◆ Stored data ◆
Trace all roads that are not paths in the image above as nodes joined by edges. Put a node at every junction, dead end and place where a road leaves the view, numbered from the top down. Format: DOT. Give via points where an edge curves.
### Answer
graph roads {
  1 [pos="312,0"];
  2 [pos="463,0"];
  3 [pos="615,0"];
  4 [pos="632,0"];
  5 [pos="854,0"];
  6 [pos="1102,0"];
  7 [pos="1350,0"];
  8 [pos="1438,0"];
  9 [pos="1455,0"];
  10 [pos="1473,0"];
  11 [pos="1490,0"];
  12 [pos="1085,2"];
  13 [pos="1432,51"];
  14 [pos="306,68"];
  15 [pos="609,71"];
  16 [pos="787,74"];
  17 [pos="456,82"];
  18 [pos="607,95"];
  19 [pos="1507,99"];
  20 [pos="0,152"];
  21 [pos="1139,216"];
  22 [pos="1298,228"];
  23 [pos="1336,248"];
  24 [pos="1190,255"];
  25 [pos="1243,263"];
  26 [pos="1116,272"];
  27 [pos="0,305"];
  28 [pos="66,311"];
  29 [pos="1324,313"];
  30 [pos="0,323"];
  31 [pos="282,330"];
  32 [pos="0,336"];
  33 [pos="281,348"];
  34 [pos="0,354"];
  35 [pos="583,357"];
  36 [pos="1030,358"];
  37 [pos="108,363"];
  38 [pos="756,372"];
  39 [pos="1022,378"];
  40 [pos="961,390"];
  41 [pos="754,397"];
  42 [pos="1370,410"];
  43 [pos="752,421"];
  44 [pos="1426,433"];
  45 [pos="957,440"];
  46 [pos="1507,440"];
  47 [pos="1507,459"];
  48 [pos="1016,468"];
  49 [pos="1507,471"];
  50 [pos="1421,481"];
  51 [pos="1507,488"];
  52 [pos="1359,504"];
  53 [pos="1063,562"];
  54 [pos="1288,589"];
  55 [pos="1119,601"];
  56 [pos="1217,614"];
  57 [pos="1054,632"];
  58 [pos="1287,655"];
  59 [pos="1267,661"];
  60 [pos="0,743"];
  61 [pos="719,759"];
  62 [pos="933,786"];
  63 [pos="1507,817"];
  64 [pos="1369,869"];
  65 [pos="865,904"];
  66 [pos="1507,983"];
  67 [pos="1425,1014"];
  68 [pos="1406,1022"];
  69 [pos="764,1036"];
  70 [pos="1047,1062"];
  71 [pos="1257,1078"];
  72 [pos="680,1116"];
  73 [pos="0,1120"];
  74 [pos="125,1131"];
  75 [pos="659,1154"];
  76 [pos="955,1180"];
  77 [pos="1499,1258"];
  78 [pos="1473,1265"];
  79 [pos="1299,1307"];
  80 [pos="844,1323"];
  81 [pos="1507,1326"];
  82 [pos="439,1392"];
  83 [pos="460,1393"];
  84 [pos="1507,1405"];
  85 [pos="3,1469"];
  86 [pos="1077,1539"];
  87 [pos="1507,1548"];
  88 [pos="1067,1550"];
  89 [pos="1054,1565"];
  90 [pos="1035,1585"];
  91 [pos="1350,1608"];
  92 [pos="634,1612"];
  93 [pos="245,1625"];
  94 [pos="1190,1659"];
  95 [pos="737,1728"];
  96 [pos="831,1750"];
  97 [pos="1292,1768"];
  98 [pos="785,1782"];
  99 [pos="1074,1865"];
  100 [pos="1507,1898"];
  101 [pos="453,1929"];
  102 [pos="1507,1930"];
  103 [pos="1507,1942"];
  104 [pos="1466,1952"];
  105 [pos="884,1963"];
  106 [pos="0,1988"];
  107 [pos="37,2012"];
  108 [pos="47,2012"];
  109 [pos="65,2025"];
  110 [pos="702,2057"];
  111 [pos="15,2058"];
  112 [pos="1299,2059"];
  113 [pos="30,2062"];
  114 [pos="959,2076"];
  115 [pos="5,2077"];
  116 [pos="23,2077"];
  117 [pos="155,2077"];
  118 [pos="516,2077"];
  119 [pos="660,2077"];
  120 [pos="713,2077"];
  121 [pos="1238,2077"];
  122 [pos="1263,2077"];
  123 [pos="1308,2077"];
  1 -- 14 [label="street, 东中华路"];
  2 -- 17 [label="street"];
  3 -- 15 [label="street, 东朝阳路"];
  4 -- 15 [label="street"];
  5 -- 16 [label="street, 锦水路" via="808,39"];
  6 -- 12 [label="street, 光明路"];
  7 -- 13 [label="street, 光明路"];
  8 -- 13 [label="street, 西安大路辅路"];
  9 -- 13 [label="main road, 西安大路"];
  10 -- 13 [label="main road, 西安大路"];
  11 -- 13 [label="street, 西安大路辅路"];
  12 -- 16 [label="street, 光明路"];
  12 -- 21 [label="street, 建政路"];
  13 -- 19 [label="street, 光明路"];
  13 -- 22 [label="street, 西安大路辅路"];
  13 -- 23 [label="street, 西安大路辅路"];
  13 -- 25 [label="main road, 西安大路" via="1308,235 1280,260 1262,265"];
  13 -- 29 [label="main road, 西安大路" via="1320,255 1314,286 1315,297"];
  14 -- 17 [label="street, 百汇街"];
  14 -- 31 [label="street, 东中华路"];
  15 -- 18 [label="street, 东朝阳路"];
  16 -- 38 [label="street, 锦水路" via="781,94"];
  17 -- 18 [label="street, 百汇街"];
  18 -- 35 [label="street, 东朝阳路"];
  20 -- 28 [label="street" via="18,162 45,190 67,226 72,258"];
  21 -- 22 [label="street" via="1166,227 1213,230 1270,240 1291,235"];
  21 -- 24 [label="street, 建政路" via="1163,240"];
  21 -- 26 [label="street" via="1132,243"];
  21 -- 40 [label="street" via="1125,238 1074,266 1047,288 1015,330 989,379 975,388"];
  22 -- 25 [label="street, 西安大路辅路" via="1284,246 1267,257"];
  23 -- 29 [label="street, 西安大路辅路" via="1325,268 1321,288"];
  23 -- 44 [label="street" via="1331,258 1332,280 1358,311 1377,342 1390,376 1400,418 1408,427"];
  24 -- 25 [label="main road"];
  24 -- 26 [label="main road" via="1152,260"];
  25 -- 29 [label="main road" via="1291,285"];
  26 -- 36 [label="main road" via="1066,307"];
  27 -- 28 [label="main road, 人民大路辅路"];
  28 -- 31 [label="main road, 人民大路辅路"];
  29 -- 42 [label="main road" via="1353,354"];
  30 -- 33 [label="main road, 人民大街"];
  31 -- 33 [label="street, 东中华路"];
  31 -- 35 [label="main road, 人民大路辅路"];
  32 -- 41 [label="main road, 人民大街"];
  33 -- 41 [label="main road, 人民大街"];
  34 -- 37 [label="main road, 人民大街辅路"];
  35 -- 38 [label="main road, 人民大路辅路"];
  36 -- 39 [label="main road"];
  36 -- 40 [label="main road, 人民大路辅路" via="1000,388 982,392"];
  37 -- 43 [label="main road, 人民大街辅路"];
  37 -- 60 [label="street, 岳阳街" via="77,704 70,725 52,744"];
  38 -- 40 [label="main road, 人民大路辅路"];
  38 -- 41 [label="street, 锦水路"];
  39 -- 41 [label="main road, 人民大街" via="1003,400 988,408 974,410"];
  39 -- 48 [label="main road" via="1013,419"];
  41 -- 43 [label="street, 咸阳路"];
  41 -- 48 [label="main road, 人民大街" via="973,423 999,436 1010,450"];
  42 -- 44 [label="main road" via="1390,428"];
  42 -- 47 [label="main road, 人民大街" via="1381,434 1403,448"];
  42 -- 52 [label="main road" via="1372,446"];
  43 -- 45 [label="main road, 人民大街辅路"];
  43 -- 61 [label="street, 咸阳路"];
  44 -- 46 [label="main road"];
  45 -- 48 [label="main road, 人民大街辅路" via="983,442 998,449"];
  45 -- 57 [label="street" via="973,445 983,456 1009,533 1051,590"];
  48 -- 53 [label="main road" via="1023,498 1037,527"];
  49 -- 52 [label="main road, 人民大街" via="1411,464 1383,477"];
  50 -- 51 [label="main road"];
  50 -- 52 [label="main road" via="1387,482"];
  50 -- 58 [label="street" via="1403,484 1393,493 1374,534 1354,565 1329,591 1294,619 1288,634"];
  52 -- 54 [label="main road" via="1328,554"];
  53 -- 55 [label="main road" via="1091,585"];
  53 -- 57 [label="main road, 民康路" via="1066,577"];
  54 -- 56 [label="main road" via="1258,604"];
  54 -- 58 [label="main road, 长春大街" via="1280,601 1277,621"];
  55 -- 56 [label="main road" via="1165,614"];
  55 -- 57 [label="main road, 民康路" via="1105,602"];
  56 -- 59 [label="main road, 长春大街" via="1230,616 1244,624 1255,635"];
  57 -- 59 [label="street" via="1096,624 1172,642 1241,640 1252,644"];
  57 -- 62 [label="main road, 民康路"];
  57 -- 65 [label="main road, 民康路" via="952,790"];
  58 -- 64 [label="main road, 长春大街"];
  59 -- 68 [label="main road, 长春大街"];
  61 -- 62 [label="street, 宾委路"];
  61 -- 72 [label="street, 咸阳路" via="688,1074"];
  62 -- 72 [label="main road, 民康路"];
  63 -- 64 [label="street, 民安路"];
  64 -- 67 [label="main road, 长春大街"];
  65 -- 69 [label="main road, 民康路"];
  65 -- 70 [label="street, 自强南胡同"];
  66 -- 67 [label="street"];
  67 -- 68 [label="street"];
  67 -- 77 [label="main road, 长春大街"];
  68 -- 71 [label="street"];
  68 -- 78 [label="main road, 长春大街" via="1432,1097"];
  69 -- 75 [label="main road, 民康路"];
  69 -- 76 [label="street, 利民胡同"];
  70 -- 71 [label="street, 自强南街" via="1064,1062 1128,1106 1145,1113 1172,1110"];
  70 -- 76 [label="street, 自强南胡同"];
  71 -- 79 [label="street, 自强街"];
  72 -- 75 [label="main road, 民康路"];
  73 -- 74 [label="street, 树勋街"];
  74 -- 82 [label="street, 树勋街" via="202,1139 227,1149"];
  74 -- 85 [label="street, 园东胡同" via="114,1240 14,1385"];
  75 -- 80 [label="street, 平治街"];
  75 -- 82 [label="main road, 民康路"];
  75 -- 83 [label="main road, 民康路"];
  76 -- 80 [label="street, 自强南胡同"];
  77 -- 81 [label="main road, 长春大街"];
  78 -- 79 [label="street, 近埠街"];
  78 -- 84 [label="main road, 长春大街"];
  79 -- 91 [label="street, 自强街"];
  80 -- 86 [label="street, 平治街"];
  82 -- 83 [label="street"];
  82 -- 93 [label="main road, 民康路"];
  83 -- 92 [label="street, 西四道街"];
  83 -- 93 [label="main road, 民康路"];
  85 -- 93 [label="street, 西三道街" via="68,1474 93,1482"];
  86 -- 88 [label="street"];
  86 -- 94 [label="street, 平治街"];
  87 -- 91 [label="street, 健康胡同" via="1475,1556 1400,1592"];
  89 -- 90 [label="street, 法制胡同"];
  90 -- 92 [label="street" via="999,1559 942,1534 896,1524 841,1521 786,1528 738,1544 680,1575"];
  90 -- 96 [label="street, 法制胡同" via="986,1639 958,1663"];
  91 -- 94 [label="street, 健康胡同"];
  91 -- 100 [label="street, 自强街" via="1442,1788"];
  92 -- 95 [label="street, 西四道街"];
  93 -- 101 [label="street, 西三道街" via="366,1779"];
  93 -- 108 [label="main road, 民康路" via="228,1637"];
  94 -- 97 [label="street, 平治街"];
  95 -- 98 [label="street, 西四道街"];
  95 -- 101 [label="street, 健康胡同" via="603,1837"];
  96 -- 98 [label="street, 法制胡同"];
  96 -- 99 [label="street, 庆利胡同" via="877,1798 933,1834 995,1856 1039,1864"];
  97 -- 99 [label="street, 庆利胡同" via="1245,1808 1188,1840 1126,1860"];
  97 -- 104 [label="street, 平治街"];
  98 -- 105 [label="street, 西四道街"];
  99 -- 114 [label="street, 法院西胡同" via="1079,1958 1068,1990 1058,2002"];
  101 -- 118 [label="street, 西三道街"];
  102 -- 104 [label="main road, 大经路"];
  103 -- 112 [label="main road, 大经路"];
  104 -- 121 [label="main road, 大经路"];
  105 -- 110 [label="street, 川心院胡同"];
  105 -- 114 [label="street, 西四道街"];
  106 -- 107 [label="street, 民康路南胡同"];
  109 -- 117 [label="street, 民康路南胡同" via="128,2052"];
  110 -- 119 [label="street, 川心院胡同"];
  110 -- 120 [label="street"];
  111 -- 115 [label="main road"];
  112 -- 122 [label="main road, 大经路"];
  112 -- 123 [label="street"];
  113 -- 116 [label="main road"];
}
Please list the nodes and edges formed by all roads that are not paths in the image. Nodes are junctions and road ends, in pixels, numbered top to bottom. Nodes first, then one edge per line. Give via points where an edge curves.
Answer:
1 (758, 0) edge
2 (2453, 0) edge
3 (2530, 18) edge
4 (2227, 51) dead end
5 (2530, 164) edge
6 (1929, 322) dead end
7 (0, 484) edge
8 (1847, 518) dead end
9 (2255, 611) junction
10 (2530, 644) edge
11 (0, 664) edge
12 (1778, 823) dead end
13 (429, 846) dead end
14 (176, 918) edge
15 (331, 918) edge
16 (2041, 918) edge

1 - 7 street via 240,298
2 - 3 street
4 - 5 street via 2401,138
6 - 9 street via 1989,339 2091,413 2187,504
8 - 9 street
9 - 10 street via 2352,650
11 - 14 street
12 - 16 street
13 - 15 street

◆ What you have to do ◆
Scan the lines above, and whenever one holds the string "民康路南胡同", copy it.

◆ Response area ◆
  106 -- 107 [label="street, 民康路南胡同"];
  109 -- 117 [label="street, 民康路南胡同" via="128,2052"];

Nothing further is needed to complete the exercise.